* [ASSIGNMENT]
Tell how many lines in the following entries include the word "screen", giving the figure alone.

[SUPPLIED ENTRIES Boundary: Start]

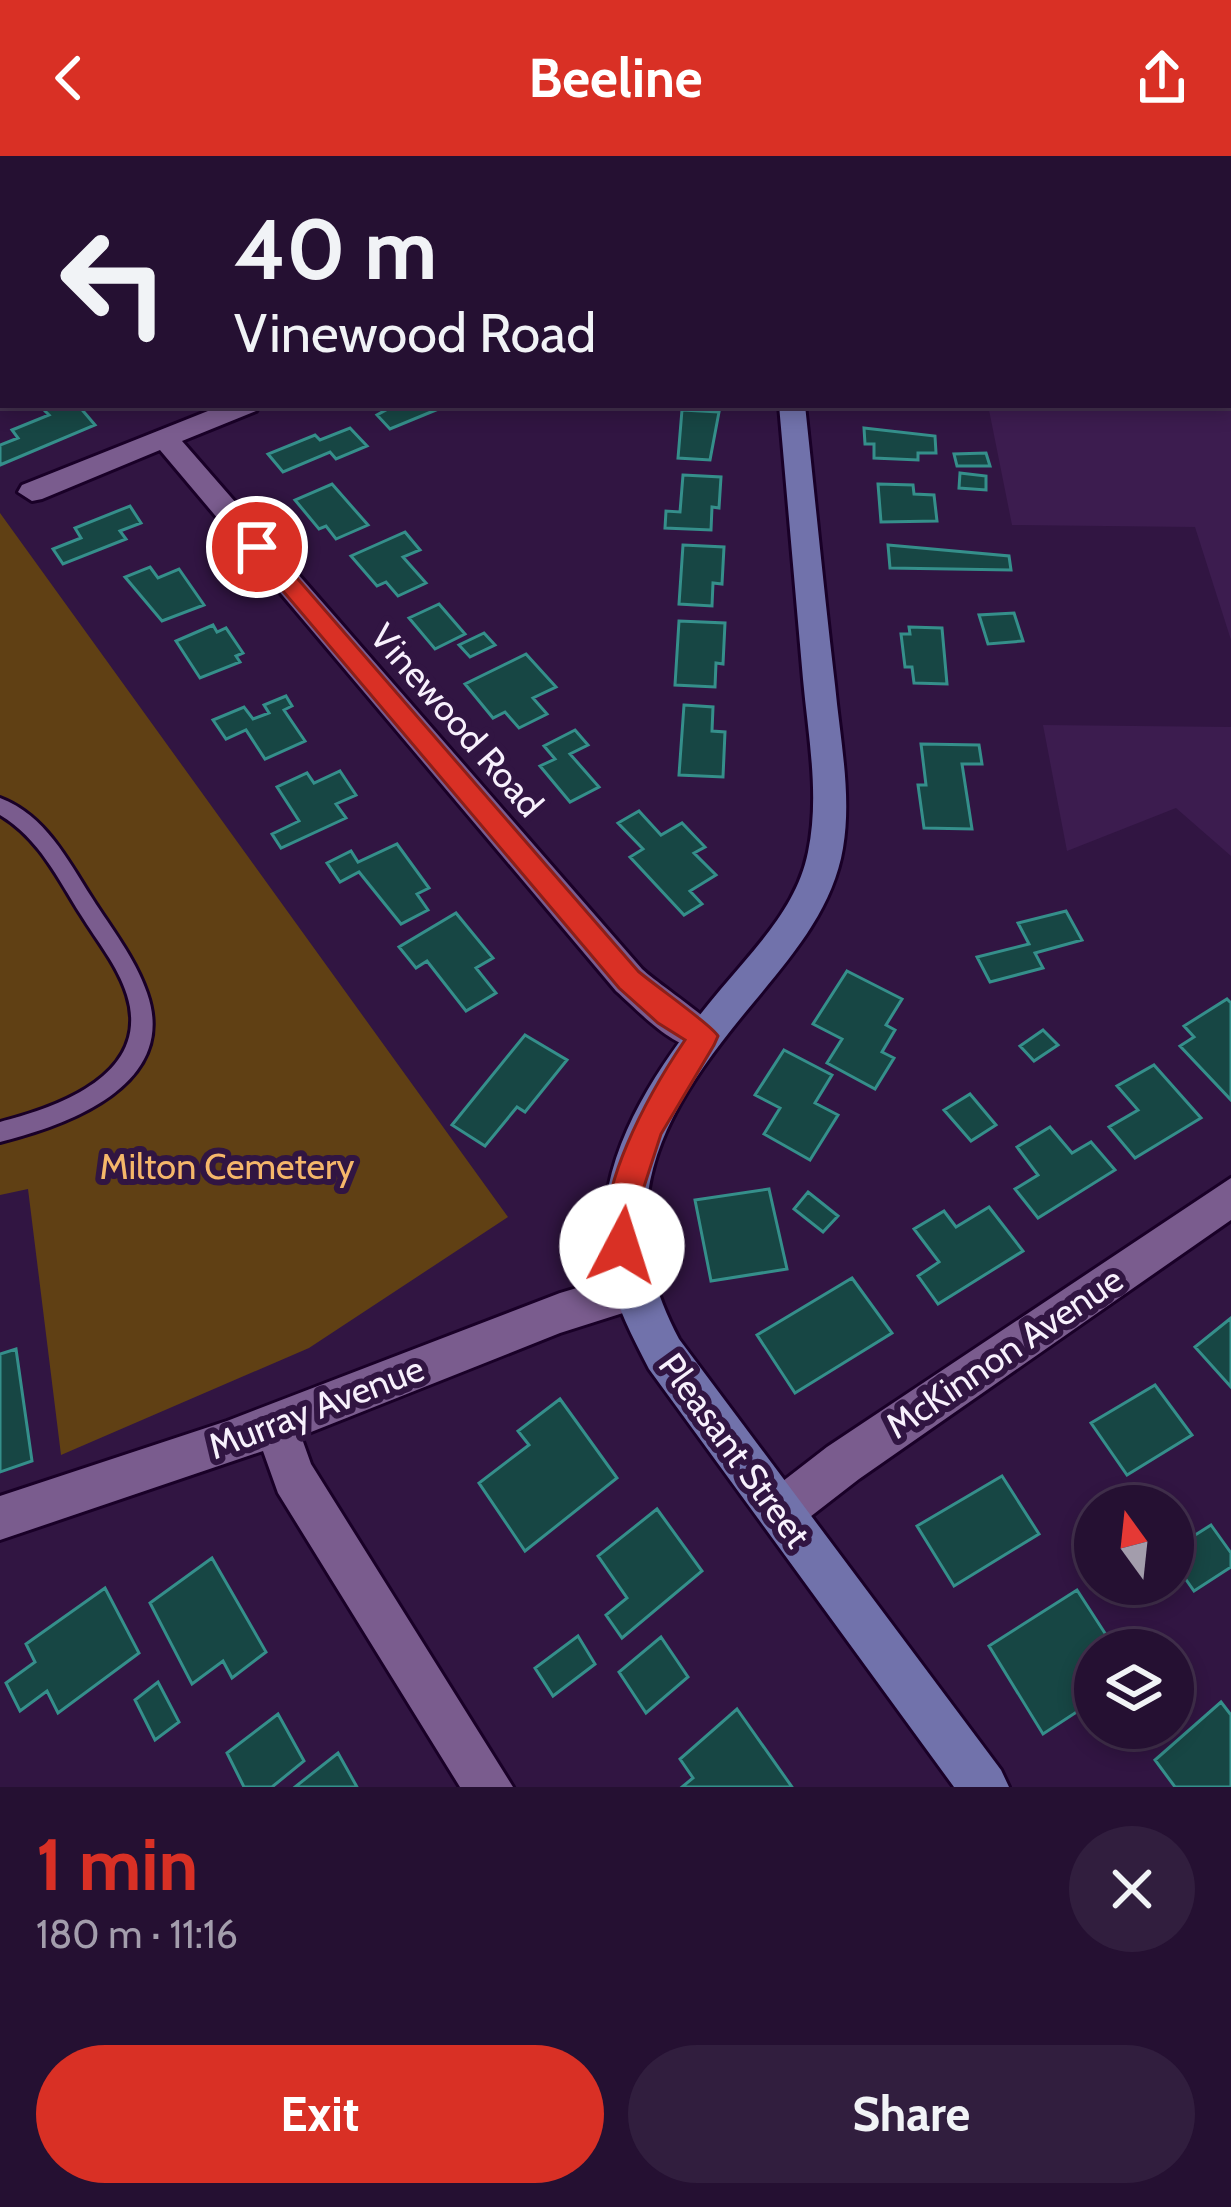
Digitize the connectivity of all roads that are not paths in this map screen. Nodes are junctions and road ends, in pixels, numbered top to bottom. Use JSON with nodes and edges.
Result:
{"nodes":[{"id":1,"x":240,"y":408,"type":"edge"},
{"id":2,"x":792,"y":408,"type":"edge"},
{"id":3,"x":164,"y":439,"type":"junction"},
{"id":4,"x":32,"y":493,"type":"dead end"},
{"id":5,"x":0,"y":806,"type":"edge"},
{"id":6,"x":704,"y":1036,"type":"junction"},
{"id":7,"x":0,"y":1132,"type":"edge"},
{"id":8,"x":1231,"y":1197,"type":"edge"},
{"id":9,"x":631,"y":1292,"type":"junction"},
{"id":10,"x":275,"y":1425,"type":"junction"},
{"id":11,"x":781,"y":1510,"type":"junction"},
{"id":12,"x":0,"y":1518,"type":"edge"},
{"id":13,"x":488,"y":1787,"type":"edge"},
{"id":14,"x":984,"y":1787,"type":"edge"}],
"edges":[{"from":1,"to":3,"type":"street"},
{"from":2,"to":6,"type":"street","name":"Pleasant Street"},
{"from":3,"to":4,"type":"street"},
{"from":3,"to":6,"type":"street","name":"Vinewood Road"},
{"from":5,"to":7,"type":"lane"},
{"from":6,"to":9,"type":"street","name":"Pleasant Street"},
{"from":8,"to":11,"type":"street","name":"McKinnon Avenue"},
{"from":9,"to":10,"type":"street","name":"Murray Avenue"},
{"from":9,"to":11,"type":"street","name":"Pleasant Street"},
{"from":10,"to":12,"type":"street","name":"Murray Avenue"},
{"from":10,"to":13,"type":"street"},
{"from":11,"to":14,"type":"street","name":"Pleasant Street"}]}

[SUPPLIED ENTRIES Boundary: End]
[SUPPLIED ENTRIES Boundary: Start]

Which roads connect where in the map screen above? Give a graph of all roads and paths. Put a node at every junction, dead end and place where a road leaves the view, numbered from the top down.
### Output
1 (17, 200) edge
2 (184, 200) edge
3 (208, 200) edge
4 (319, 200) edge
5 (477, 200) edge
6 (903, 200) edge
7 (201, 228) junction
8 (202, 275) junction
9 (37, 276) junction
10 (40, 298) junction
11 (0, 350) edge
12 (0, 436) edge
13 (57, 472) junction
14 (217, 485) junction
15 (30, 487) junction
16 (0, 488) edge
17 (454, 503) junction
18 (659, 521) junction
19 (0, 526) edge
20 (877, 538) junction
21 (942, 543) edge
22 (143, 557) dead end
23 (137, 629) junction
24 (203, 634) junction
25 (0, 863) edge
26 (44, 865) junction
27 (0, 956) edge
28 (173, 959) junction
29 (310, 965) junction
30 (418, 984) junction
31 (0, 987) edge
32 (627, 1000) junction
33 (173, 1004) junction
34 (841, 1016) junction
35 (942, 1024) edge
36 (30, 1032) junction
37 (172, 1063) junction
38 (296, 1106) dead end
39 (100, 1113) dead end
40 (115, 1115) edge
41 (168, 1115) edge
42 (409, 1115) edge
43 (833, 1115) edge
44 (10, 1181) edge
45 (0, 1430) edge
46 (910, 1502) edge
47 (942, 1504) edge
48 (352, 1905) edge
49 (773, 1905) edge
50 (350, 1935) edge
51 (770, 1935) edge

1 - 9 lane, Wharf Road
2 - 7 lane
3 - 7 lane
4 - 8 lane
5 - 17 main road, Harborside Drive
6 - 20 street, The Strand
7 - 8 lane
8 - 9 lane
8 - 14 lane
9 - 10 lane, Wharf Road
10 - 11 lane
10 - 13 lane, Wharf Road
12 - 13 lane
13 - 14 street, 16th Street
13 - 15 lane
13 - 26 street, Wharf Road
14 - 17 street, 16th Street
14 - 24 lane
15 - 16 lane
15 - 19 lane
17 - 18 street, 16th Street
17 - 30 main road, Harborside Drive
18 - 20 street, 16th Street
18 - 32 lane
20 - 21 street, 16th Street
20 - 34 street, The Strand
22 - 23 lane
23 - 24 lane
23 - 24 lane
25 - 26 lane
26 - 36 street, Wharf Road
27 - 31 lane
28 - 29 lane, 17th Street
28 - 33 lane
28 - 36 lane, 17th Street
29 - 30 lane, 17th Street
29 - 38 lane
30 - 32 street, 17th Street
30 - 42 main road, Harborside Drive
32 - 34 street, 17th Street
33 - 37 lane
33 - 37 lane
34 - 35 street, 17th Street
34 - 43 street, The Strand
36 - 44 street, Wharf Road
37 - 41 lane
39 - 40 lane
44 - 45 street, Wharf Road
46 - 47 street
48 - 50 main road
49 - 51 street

[SUPPLIED ENTRIES Boundary: End]
[SUPPLIED ENTRIES Boundary: Start]

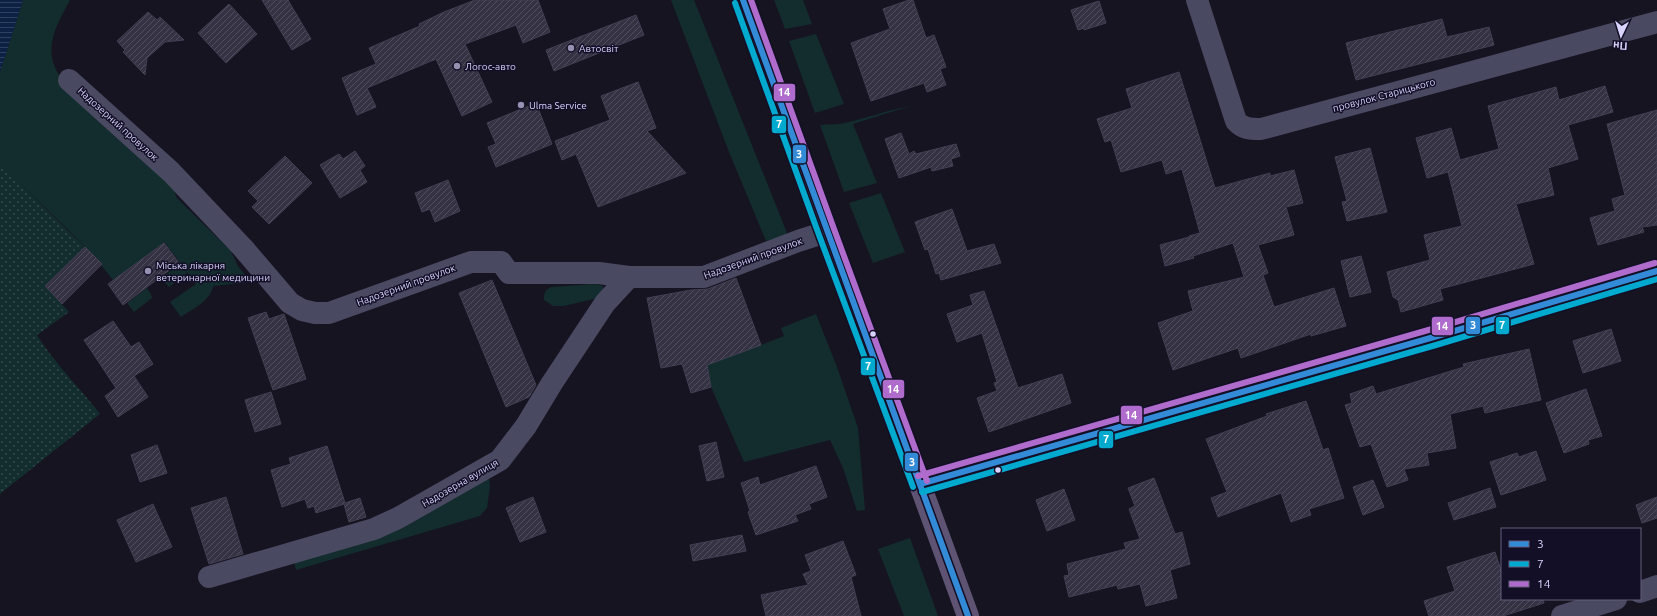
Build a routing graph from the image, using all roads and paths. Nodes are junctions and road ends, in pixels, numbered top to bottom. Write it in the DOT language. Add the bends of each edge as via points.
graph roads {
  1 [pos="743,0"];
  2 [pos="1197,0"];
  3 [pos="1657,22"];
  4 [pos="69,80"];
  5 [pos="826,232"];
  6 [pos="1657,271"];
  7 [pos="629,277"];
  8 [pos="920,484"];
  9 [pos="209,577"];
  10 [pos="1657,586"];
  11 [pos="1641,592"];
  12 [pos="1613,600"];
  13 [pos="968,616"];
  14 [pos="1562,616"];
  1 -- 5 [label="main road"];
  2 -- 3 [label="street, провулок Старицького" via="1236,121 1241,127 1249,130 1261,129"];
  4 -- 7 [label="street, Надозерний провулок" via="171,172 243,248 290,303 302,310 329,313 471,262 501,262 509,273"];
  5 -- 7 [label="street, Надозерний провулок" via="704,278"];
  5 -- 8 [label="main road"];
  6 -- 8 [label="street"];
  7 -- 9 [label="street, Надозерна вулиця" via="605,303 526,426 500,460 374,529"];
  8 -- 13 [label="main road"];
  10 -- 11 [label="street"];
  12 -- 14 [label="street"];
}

[SUPPLIED ENTRIES Boundary: End]

* [EXERCISE RESPONSE]
2